§ **Problem requirements**:
Each entry must be given again exactly as it appears, with images excluded.

[Records from a collection]
+++++

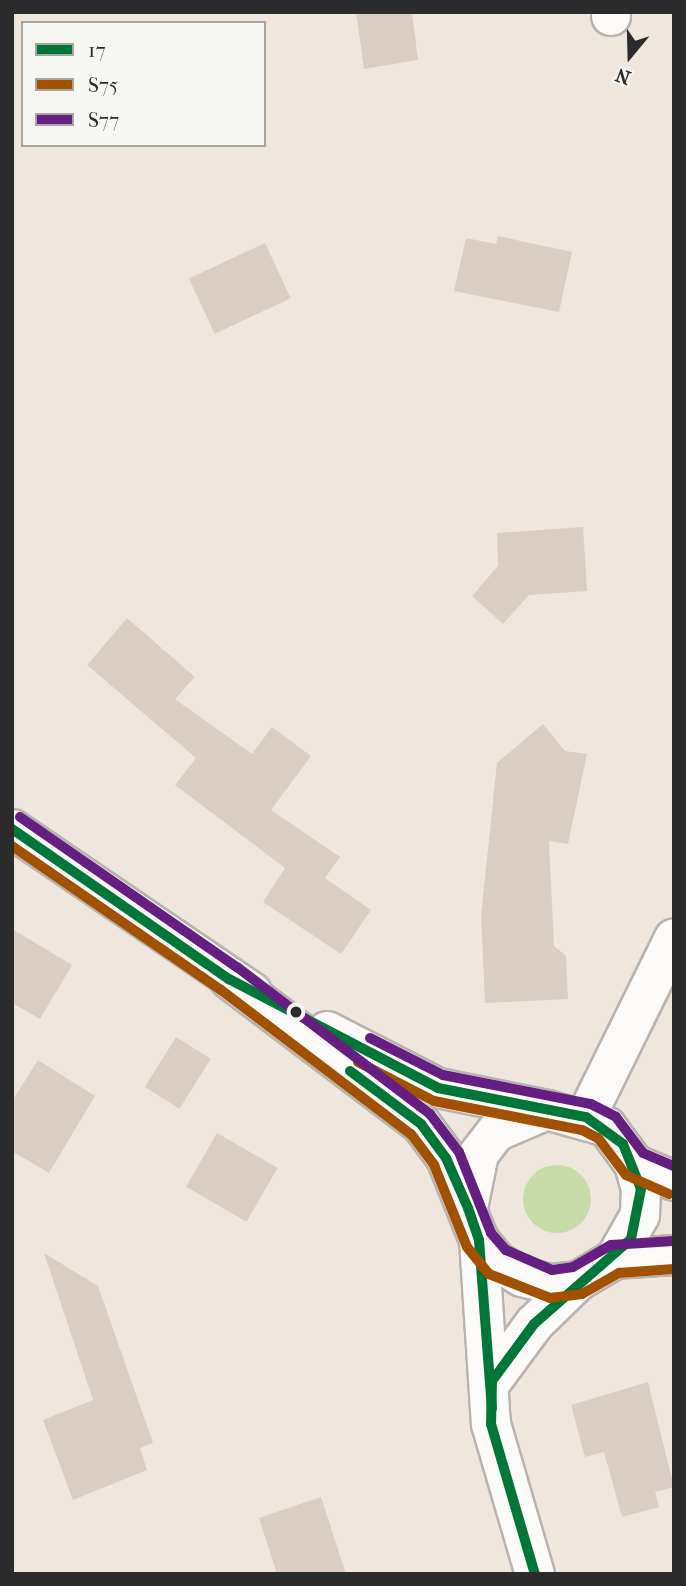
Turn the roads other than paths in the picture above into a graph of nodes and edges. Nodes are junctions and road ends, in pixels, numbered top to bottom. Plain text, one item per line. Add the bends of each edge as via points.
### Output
1 (12, 830) edge
2 (674, 938) edge
3 (229, 979) junction
4 (547, 1110) junction
5 (586, 1117) junction
6 (635, 1164) junction
7 (674, 1181) edge
8 (473, 1224) junction
9 (674, 1255) edge
10 (615, 1259) junction
11 (578, 1281) junction
12 (492, 1381) junction
13 (536, 1574) edge

1 - 3 street
2 - 5 street
3 - 4 street via 438,1088
3 - 8 street via 421,1124 446,1158
4 - 5 street
4 - 8 street via 504,1127 479,1154
5 - 6 street via 607,1128
6 - 7 street
6 - 10 street via 640,1215
8 - 11 street via 497,1262 522,1277 550,1284
8 - 12 street
9 - 10 street
10 - 11 street
11 - 12 street via 534,1324
12 - 13 street via 491,1423

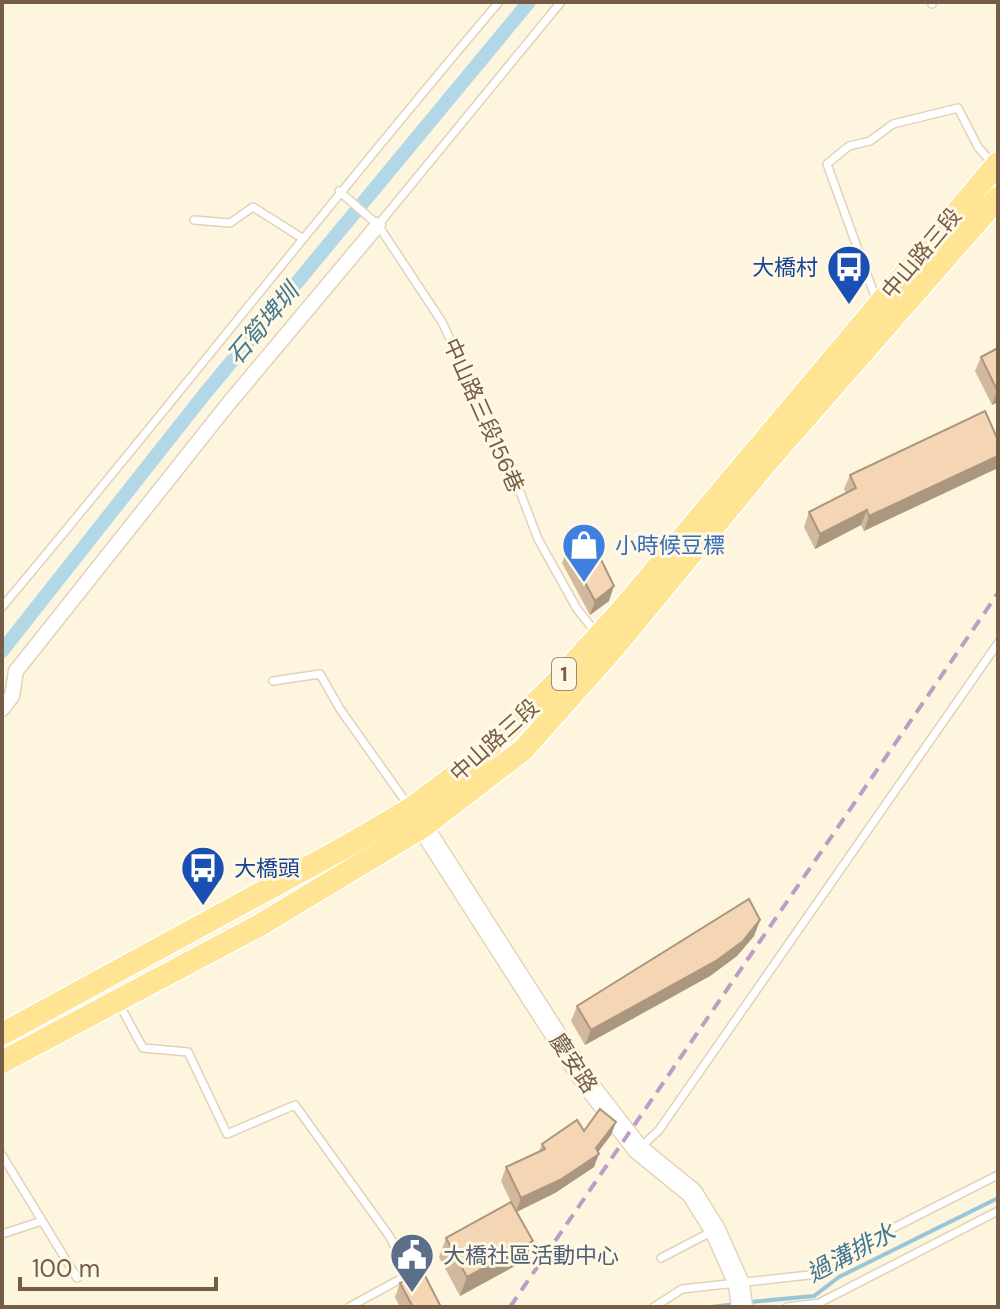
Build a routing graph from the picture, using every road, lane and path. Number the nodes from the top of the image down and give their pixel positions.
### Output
1 (499, 2) edge
2 (561, 2) edge
3 (997, 166) edge
4 (339, 191) junction
5 (998, 198) edge
6 (194, 220) dead end
7 (378, 225) junction
8 (302, 238) junction
9 (877, 305) junction
10 (2, 607) edge
11 (998, 643) edge
12 (606, 644) junction
13 (273, 681) dead end
14 (2, 709) edge
15 (417, 818) junction
16 (117, 1000) junction
17 (2, 1034) edge
18 (2, 1062) edge
19 (638, 1149) junction
20 (2, 1155) edge
21 (998, 1175) edge
22 (998, 1211) edge
23 (42, 1221) junction
24 (715, 1230) junction
25 (2, 1234) edge
26 (661, 1258) dead end
27 (77, 1278) dead end
28 (739, 1284) junction
29 (349, 1307) edge
30 (654, 1307) edge
31 (742, 1307) edge
32 (787, 1307) edge

1 - 4 lane
2 - 7 lane
3 - 9 main road, 中山路三段 / 1
3 - 9 lane
4 - 7 lane, 中山路三段156巷
4 - 8 lane
5 - 12 main road, 中山路三段 / 1
6 - 8 lane
7 - 12 lane, 中山路三段156巷
7 - 14 street
8 - 10 lane
9 - 12 main road, 中山路三段 / 1
11 - 19 lane
12 - 15 main road, 中山路三段 / 1
13 - 15 lane
15 - 16 main road, 中山路三段 / 1
15 - 17 main road, 中山路三段 / 1
15 - 19 street, 慶安路
16 - 18 main road, 中山路三段 / 1
16 - 29 lane
19 - 24 street, 慶安路
20 - 23 lane
21 - 28 lane
22 - 32 lane
23 - 25 lane
23 - 27 lane
24 - 26 lane
24 - 28 street, 慶安路
28 - 30 lane
28 - 31 street, 慶安路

+++++

§ **Result for this task**:
Turn the roads other than paths in the picture above into a graph of nodes and edges. Nodes are junctions and road ends, in pixels, numbered top to bottom. Plain text, one item per line. Add the bends of each edge as via points.
### Output
1 (12, 830) edge
2 (674, 938) edge
3 (229, 979) junction
4 (547, 1110) junction
5 (586, 1117) junction
6 (635, 1164) junction
7 (674, 1181) edge
8 (473, 1224) junction
9 (674, 1255) edge
10 (615, 1259) junction
11 (578, 1281) junction
12 (492, 1381) junction
13 (536, 1574) edge

1 - 3 street
2 - 5 street
3 - 4 street via 438,1088
3 - 8 street via 421,1124 446,1158
4 - 5 street
4 - 8 street via 504,1127 479,1154
5 - 6 street via 607,1128
6 - 7 street
6 - 10 street via 640,1215
8 - 11 street via 497,1262 522,1277 550,1284
8 - 12 street
9 - 10 street
10 - 11 street
11 - 12 street via 534,1324
12 - 13 street via 491,1423

Build a routing graph from the picture, using every road, lane and path. Number the nodes from the top of the image down and give their pixel positions.
### Output
1 (499, 2) edge
2 (561, 2) edge
3 (997, 166) edge
4 (339, 191) junction
5 (998, 198) edge
6 (194, 220) dead end
7 (378, 225) junction
8 (302, 238) junction
9 (877, 305) junction
10 (2, 607) edge
11 (998, 643) edge
12 (606, 644) junction
13 (273, 681) dead end
14 (2, 709) edge
15 (417, 818) junction
16 (117, 1000) junction
17 (2, 1034) edge
18 (2, 1062) edge
19 (638, 1149) junction
20 (2, 1155) edge
21 (998, 1175) edge
22 (998, 1211) edge
23 (42, 1221) junction
24 (715, 1230) junction
25 (2, 1234) edge
26 (661, 1258) dead end
27 (77, 1278) dead end
28 (739, 1284) junction
29 (349, 1307) edge
30 (654, 1307) edge
31 (742, 1307) edge
32 (787, 1307) edge

1 - 4 lane
2 - 7 lane
3 - 9 main road, 中山路三段 / 1
3 - 9 lane
4 - 7 lane, 中山路三段156巷
4 - 8 lane
5 - 12 main road, 中山路三段 / 1
6 - 8 lane
7 - 12 lane, 中山路三段156巷
7 - 14 street
8 - 10 lane
9 - 12 main road, 中山路三段 / 1
11 - 19 lane
12 - 15 main road, 中山路三段 / 1
13 - 15 lane
15 - 16 main road, 中山路三段 / 1
15 - 17 main road, 中山路三段 / 1
15 - 19 street, 慶安路
16 - 18 main road, 中山路三段 / 1
16 - 29 lane
19 - 24 street, 慶安路
20 - 23 lane
21 - 28 lane
22 - 32 lane
23 - 25 lane
23 - 27 lane
24 - 26 lane
24 - 28 street, 慶安路
28 - 30 lane
28 - 31 street, 慶安路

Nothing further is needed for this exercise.